Año 2025. Uno de cada tres españoles es inmigrante. Después de un crecimiento económico espectacular, la economía entra en recesión. En Madrid, el derrumbe parcial de un nuevo hotel se atribuye a la escasa destreza de los ilegales africanos. Recelosos de la mano de obra extranjera, los empresarios empiezan a discriminar: los blancos que hablan español son contratados, el resto no. Proliferan los guetos de inmigrantes sin empleo y las imágenes de los primeros disturbios salpican las televisiones. El Gobierno –con retraso– trata de integrar a los foráneos en el proceso político y concede a muchos de ellos el derecho de sufragio. Pero la estrategia fracasa. La mayoría se desentiende y no vota. Mientras, los nacionalistas catalanes y vascos expresan su rabia ante un ejecutivo que recorta su autonomía, pero mima a los extranjeros.

Nueva identidad: España ya no es blanca y católica.

Este escenario parece hoy remoto. España ha disfrutado de un saludable crecimiento económico. Pero esas riquezas ocultan fisuras en la identidad nacional. Y en una hipotética gran crisis, económica o de otro tipo, cualquier país sin un nacionalismo fuerte se desgarra con facilidad. El reto para España es evitarlo. Incluso si lo consigue, la actual identidad española estará obsoleta en 2025. ¿Y qué debería reemplazarla?

El país necesita con urgencia un nacionalismo cívico integrador, por el que la gente sea considerada española por su lealtad a las instituciones políticas y su observancia de la ley. Pero persiste un nacionalismo étnico, por el cual ser blanco y católico es el mínimo común denominador de la identidad nacional. Hasta ahora ha funcionado: catalanes y vascos reclaman a diario la independencia, pero España ha evitado verdaderas guerras separatistas. Así, al contrario que las eternas preocupaciones de vascos y catalanes, los problemas reales crecen a medida que la identidad tradicional se muestra incapaz de integrar a los inmigrantes. Los latinoamericanos, por ejemplo, son
católicos (aunque no todos) pero no españoles, según la
tradición: muchos son mestizos.

Los políticos deben dejar de lado los textos económicos y estudiar los países multiétnicos que han tenido éxito. Los inmigrantes legales deben recibir los mismos beneficios, pero también afrontar los mismos costes, por decirlo en jerga financiera, que cualquier ciudadano español. El derecho a voto es un ejemplo perfecto. Les da la oportunidad de implicarse en el futuro de la nación, pero les exige un esfuerzo: desde informarse sobre los candidatos a afiliarse a un partido, pasando por el simple hecho de coger un autobús para ir a votar.
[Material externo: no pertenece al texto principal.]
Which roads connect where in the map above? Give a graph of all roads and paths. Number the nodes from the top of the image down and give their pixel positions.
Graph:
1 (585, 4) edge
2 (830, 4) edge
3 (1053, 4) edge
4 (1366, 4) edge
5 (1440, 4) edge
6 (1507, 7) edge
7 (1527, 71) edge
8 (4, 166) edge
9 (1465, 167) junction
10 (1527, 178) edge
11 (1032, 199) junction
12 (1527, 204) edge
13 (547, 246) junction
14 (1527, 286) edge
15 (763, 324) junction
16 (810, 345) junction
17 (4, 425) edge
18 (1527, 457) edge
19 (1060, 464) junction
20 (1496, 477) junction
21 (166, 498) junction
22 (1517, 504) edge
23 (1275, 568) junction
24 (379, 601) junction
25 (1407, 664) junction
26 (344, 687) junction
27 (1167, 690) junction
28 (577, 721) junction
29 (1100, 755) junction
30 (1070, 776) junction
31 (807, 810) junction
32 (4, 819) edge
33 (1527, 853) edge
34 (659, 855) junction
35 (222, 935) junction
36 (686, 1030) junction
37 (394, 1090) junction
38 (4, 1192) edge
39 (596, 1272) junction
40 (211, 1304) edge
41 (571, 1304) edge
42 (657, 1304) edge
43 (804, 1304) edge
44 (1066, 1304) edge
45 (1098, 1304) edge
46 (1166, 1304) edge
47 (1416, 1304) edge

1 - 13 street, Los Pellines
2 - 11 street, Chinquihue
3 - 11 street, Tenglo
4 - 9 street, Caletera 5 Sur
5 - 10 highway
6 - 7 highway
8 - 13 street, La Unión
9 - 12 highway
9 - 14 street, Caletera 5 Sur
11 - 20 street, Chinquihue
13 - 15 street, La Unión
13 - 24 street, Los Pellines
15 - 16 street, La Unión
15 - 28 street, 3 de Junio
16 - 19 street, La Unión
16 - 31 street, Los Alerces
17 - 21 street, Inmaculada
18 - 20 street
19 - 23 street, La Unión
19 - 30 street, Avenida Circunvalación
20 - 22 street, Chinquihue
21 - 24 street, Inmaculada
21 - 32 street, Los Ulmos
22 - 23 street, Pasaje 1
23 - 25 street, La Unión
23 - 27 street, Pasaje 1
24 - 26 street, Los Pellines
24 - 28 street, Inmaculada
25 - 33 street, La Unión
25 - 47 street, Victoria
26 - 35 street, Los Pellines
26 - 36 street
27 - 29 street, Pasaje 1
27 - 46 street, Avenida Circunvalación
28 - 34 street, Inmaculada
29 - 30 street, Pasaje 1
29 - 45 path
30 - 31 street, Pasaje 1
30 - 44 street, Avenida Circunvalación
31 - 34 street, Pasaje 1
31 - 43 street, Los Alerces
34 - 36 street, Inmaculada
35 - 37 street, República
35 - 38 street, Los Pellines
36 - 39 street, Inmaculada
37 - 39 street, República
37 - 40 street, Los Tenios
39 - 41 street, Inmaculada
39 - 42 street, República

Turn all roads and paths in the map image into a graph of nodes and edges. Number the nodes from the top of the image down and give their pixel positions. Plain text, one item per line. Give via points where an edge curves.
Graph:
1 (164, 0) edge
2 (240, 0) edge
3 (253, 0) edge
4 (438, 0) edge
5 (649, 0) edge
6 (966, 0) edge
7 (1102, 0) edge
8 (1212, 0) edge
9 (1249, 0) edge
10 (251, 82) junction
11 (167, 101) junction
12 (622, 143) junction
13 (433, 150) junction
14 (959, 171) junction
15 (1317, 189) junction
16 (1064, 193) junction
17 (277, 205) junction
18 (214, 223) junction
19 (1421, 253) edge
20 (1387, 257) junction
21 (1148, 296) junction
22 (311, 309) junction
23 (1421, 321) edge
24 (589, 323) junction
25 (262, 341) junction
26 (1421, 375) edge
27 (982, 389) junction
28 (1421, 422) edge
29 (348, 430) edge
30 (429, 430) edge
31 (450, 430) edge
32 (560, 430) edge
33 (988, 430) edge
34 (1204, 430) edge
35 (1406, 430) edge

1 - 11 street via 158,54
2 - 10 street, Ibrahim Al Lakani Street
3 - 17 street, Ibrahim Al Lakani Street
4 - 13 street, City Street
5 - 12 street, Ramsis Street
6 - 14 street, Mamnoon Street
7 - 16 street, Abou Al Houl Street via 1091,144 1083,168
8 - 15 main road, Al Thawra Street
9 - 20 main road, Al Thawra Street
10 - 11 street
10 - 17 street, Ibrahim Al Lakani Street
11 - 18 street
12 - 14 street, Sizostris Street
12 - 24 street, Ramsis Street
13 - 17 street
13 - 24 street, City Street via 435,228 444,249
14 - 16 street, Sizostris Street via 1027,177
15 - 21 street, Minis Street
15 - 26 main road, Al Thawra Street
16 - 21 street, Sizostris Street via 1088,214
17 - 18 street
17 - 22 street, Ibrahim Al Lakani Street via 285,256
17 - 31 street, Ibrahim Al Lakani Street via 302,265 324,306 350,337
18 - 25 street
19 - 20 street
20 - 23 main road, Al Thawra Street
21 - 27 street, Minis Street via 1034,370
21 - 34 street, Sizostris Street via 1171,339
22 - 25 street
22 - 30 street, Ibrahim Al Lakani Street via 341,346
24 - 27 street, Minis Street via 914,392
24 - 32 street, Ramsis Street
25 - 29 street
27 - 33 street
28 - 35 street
Más aún, España debería garantizar el sufragio a los inmigrantes cualificados antes de que pierdan su fe en el sistema.

Pero esto no es suficiente. Los líderes deben materializar un sentido de unidad. Éste comienza con un sistema educativo que enseñe a los niños las diferencias entre ellos, pero también sus obligaciones comunes. Los adultos necesitan una convicción mayor, a la que podría contribuir una campaña publicitaria honesta. Mi sugerencia: anuncios pagados con los impuestos de los inmigrantes que muestren el lema Soy España junto a los nuevos ciudadanos que contribuyen a la riqueza del país. Conocer el rostro del médico ecuatoriano que cura a los bebés catalanes despierta mayor confianza que cualquier discurso político. También, porque todas las etnias son iguales en una nación cívica, medidas como éstas reducirán las tensiones con catalanes y vascos.